• [TASK TO COMPLETE]: Search the records for "Circonvallazione". Report every line where it occurs.
•••
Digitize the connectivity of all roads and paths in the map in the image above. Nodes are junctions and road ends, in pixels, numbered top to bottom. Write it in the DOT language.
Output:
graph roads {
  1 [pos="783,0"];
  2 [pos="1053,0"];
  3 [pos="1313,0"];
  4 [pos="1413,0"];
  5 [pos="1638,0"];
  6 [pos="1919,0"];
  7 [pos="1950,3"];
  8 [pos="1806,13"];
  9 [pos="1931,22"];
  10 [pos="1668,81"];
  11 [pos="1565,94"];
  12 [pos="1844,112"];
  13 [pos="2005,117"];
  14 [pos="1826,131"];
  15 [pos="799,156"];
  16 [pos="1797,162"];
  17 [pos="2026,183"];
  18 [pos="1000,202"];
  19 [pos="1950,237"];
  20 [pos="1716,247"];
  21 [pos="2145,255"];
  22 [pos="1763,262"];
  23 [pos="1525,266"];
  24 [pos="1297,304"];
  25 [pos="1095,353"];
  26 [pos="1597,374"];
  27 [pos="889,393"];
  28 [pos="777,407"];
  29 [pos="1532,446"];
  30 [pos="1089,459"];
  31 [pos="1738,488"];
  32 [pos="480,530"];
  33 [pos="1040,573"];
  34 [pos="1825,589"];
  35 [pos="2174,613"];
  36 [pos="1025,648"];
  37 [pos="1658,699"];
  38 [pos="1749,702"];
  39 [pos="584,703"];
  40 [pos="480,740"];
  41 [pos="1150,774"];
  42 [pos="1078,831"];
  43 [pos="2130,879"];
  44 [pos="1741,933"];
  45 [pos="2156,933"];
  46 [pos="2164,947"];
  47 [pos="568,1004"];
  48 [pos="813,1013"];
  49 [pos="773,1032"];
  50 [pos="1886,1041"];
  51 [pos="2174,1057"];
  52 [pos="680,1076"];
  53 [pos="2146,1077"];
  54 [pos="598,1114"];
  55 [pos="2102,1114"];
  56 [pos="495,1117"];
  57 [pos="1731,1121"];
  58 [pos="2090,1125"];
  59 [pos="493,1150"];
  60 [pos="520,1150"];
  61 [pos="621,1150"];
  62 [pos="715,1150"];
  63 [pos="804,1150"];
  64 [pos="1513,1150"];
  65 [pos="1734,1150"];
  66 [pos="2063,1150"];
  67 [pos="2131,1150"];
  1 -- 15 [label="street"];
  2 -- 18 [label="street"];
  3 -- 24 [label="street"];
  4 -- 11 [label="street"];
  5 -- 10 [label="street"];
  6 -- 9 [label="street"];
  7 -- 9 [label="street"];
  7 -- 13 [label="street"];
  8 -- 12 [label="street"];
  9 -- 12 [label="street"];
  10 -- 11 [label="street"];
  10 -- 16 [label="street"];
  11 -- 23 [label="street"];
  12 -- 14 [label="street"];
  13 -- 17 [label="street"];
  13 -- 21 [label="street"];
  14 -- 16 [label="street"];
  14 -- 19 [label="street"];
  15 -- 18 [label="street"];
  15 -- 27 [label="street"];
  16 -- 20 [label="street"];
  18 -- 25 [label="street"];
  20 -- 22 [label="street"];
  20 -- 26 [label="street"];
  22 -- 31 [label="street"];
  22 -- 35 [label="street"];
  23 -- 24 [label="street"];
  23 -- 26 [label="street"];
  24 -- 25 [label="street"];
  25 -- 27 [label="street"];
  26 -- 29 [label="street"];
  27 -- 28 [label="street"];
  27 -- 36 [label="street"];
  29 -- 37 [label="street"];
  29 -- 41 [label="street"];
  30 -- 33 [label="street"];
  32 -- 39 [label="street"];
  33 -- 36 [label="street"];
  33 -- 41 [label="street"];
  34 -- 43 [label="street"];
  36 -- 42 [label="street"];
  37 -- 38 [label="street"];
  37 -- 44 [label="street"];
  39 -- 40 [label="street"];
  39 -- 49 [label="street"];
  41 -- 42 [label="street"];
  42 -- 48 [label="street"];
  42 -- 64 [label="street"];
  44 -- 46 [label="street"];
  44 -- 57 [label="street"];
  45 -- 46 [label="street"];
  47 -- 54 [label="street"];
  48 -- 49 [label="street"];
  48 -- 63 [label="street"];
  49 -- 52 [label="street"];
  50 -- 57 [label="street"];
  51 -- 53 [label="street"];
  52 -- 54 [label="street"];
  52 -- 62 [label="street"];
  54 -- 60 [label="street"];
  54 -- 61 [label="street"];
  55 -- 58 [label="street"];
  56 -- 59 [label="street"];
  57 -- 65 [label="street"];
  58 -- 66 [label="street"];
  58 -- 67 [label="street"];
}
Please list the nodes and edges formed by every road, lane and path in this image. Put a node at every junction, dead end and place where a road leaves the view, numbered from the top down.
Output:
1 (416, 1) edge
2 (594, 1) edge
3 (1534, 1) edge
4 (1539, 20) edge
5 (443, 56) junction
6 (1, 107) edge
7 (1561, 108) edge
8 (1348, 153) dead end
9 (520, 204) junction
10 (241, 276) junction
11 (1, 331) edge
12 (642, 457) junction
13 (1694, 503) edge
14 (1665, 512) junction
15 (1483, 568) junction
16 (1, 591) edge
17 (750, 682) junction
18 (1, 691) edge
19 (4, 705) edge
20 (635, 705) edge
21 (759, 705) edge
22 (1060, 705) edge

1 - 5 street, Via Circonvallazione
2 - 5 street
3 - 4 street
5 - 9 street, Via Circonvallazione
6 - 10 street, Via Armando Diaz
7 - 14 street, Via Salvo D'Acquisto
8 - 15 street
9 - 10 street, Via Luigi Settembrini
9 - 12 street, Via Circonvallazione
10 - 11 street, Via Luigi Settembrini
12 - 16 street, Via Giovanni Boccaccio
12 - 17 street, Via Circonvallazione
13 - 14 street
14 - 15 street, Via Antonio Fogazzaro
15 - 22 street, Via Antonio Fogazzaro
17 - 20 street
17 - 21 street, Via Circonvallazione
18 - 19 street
•••
• [SOLUTION FOR THIS TASK]:
1 - 5 street, Via Circonvallazione
5 - 9 street, Via Circonvallazione
9 - 12 street, Via Circonvallazione
12 - 17 street, Via Circonvallazione
17 - 21 street, Via Circonvallazione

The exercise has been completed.